There are some waterways and ponds throughout the woods but they do not attract much obvious wildlife, no wonder as some are permanently covered in this green algae. They are probably good for all sorts of invertebrates.

The walk along the tree edge does bring one nice surprise as a grey squirrel appears on the track about 50 yards ahead. It has a look around and spots me but does not seem overly concerned as it takes its time heading into the trees on the other side of the path. They are attractive animals but as a traditionalist I much prefer the natural red squirrel and I do support eradication of the invasive grey. A few birds have been showing today. Crows and magpies appear to be in each others company at this time of year albeit in pairs of each bird. Where one scavenges the others follow. A treecreeper makes its way slowly up a conifer tree winding up the tree in a corkscrew travel pattern. A few blue and coal tits dart in and out of the trees joined by several chaffinch and greenfinch. 
Leaving the woods at the Bookers end it was only a 10 minute walk to the River Irvine.
I joined the river at the White Bridge on Longdrive. This is a good spot to start fishing from but care must be taken when the river is running high and fast as it is today. A short walk takes me to another nice spot where it is time to have a snack and reflect.
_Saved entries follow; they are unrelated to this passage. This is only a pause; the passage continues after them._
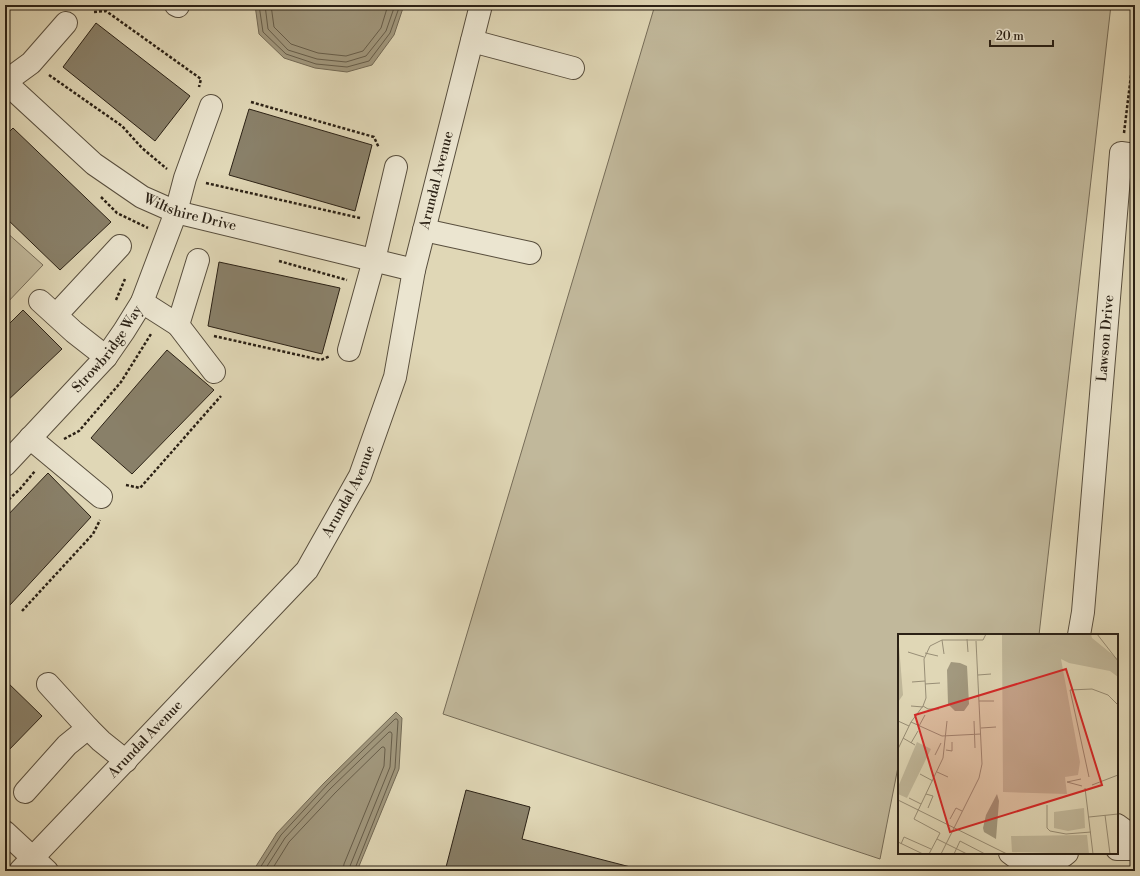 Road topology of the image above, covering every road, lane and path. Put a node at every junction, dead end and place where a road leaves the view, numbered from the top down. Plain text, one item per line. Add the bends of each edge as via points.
1 (481, 5) edge
2 (94, 12) dead end
3 (66, 23) dead end
4 (472, 41) junction
5 (1135, 42) edge
6 (573, 68) dead end
7 (44, 72) dead end
8 (5, 82) edge
9 (204, 98) joint
10 (251, 102) dead end
11 (379, 148) dead end
12 (1128, 154) edge
13 (396, 167) dead end
14 (185, 178) junction
15 (101, 197) dead end
16 (176, 212) junction
17 (360, 218) dead end
18 (149, 229) dead end
19 (424, 230) junction
20 (120, 246) dead end
21 (530, 253) dead end
22 (198, 260) dead end
23 (274, 260) dead end
24 (374, 260) junction
25 (414, 270) junction
26 (126, 279) dead end
27 (353, 280) dead end
28 (40, 301) dead end
29 (115, 301) dead end
30 (142, 302) junction
31 (56, 315) junction
32 (178, 325) junction
33 (208, 334) dead end
34 (340, 353) joint
35 (106, 357) junction
36 (214, 372) dead end
37 (221, 396) dead end
38 (30, 438) junction
39 (49, 454) junction
40 (5, 465) edge
41 (126, 485) dead end
42 (101, 497) dead end
43 (5, 504) edge
44 (100, 520) dead end
45 (22, 611) dead end
46 (1079, 634) edge
47 (48, 684) dead end
48 (88, 728) junction
49 (126, 761) junction
50 (25, 792) dead end
51 (1118, 826) edge
52 (5, 832) edge
53 (1135, 838) edge
54 (1135, 848) edge
55 (1118, 849) edge
56 (1012, 860) edge
57 (1056, 862) edge
58 (34, 867) edge

1 - 4 street, Arundal Avenue
2 - 9 path via 106,11 201,79
3 - 8 street via 31,64
4 - 6 street
4 - 19 street, Arundal Avenue
5 - 12 path
7 - 14 path via 122,126 142,148 176,176
8 - 16 street, Wiltshire Drive via 94,164 142,197
9 - 14 street, Strowbridge Way
10 - 11 path via 374,137
12 - 46 street, Lawson Drive
13 - 24 street
14 - 16 street, Strowbridge Way
14 - 17 path
15 - 18 path via 117,213
16 - 24 street, Wiltshire Drive
16 - 30 street, Strowbridge Way
19 - 21 street
19 - 25 street, Arundal Avenue
20 - 31 street
22 - 32 street
23 - 27 path
24 - 25 street, Wiltshire Drive
24 - 34 street
25 - 49 street, Arundal Avenue via 395,377 360,476 307,570
26 - 29 path
28 - 31 street
30 - 32 street
30 - 35 street, Strowbridge Way
31 - 35 street
32 - 36 street
33 - 34 path via 321,360
35 - 38 street, Strowbridge Way
37 - 41 path via 140,488
38 - 39 street
38 - 40 street, Strowbridge Way
39 - 42 street
39 - 43 path
44 - 45 path via 93,534
47 - 48 street
48 - 49 street
48 - 50 street via 68,745
49 - 58 street, Arundal Avenue
51 - 53 street
52 - 58 street
54 - 55 street
56 - 57 street via 1040,864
This is another good location for brown trout and salmon. I had another reason for stopping, this is where I saw my first otter on the Irvine, swimming in and out of the reeds on the left of this picture. But no such luck today. I continued my walk upriver and stopped to chat to a fisherman coming off the river. He had no joy today and had not seen any fish to cast to. I continued along the wooded path, leaves strewn across the walkway enjoying the rather warm day it had become. 
A flock of fieldfare came across the river and landed in the trees just ahead. They soon moved further in to the woods making sure that I didn't get a good sighting.
Very surprised that I have not seen any dog walkers today, I'm sure their time will come. 
Recently, when cycling along this path, a rather large roe deer leapt out of the woods on my left and crashed into the reeds beside the river. I'm not sure who got the biggest fright as it did not miss crashing into me by much. It quickly realised its error, being trapped by the water, and came out right behind me running straight into the woods once again, presumably to rest and recover from its adventure. That was an early afternoon encounter. I have seen these deer in daylight before but mainly in the early morning or early evening. Maybe it had been disturbed in its woodland resting place.
I am now approaching the Holmsford bridge, more commonly known as the 'Red Brig', for obvious reasons.
This stretch of water is a good holding pool for the salmon. Although it might not be obvious to a stranger the water level is quite high today. Just under the bridge you cam make out the turbulent water which is a weir. Under normal water conditions the salmon have to leap the weir which is always a spectacular sight. Today it will not take too much effort. 
Although I mention that the water is high today, I witnessed these flood conditions where the gap between the top of the arches and the road had reduced somewhat. This event was the floods of October 2011. No leaping of the weir for the salmon that day as they would simply have swam through with the high water.
In the summer the local kids will throw themselves off the platform into the river, doesn't help the fishermen but that's life.
Looking upriver to Wilson's corner
To continue walking up river you have to cross over the road bridge and continue on the other bank, the right side of this picture.
The picture was taken from the bridge today, the view looking upriver to Wilson's corner which is at Dreghorn crematorium.
Looking downriver to Wilson's corner from Holms bridge
This is another good stretch for the holding salmon. From these photographs the river looks good for fishing but it would be unsafe to wade in the river with the water at this height. In addition the water flow is considerable and wading in a current of this speed is hazardous. Most fisherman under these conditions will be fishing spinning lures from the bank. For the 2 weeks in November that salmon fishing is allowed only artificial lures and flies are allowed, no worm fishing etc.
On this stretch I spoke to two guys, who were well hidden at first. They said it was their first time on the river this season, mmm, I don't think they were members but I had no fishing ID on me so I did not challenge their right to fish. They did say they had neither caught nor seen a fish. Finally at Holms bridge I spoke to my last fisherman of the day. I recognised his face, probably from the river. He had been spinning also without any joy. He did tell me that he had spotted a kingfisher going downstream, not my luck to see that today.
Holms bridge
I suspect that the fish have run the water for this season, off to the higher reaches of the river, for the hen fish to release their eggs, for the cock fish to fertilise them, and sadly for most of them to die. Their bodies fertilising the river bed. Hopefully many eggs will reach fruition and will be the future fish for us to try and catch.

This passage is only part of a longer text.